# How to complete this task
Line filter on the word "dead": copy each matching line from the entries.

# Records for the task

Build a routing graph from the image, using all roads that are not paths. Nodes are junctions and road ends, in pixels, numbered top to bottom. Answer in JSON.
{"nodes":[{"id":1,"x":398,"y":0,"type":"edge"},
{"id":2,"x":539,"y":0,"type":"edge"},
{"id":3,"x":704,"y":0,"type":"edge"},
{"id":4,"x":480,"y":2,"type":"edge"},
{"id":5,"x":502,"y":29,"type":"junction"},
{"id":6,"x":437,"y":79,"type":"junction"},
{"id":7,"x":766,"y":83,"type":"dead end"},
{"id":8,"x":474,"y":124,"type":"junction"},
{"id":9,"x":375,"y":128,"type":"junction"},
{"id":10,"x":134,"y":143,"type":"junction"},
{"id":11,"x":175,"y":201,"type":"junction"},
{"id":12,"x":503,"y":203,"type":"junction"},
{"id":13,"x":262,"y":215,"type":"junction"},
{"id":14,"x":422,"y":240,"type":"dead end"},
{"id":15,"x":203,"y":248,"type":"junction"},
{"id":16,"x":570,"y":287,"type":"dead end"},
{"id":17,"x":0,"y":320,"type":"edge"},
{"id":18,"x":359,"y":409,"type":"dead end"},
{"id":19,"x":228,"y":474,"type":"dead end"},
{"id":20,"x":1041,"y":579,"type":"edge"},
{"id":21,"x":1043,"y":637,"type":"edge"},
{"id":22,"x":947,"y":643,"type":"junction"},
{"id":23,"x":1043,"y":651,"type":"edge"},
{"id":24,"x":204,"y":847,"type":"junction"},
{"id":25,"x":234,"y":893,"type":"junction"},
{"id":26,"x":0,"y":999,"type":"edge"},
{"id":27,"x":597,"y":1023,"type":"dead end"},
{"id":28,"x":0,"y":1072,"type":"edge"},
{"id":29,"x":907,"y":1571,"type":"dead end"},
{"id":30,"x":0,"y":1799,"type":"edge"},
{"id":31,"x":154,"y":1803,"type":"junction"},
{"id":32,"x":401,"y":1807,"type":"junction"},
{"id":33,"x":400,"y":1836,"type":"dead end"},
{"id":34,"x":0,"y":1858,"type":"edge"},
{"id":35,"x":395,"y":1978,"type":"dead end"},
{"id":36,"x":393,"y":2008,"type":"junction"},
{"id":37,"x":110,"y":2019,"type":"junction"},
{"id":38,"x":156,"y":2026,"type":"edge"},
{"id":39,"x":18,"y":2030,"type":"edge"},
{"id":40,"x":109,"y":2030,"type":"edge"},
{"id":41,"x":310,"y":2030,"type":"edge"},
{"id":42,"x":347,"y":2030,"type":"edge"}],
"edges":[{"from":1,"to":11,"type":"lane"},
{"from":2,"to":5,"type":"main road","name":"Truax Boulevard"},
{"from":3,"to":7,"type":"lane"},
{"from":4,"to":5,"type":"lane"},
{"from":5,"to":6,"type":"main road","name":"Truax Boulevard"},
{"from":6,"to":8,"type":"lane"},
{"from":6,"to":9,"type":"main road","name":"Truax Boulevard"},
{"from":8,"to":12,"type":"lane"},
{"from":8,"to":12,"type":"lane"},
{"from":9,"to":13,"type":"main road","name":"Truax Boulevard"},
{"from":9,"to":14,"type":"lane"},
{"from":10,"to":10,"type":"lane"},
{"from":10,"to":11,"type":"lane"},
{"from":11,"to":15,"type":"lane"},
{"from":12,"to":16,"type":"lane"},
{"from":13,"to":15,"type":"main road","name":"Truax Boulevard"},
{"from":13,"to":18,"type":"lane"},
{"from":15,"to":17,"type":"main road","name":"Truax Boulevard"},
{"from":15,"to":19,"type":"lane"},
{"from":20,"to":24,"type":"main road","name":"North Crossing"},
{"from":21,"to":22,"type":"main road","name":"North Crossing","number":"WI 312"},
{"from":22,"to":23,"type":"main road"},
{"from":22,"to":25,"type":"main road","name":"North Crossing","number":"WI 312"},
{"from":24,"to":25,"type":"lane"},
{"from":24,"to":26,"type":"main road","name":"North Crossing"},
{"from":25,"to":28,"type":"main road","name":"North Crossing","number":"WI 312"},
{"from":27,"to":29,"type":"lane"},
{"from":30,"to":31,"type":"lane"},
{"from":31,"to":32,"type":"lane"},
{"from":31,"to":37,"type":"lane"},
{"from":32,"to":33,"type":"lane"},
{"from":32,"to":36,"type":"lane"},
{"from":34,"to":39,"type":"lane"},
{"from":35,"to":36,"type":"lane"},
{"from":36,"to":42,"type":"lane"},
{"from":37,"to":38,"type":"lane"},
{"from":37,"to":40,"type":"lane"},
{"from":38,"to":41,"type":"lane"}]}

# Exercise output
{"id":7,"x":766,"y":83,"type":"dead end"},
{"id":14,"x":422,"y":240,"type":"dead end"},
{"id":16,"x":570,"y":287,"type":"dead end"},
{"id":18,"x":359,"y":409,"type":"dead end"},
{"id":19,"x":228,"y":474,"type":"dead end"},
{"id":27,"x":597,"y":1023,"type":"dead end"},
{"id":29,"x":907,"y":1571,"type":"dead end"},
{"id":33,"x":400,"y":1836,"type":"dead end"},
{"id":35,"x":395,"y":1978,"type":"dead end"},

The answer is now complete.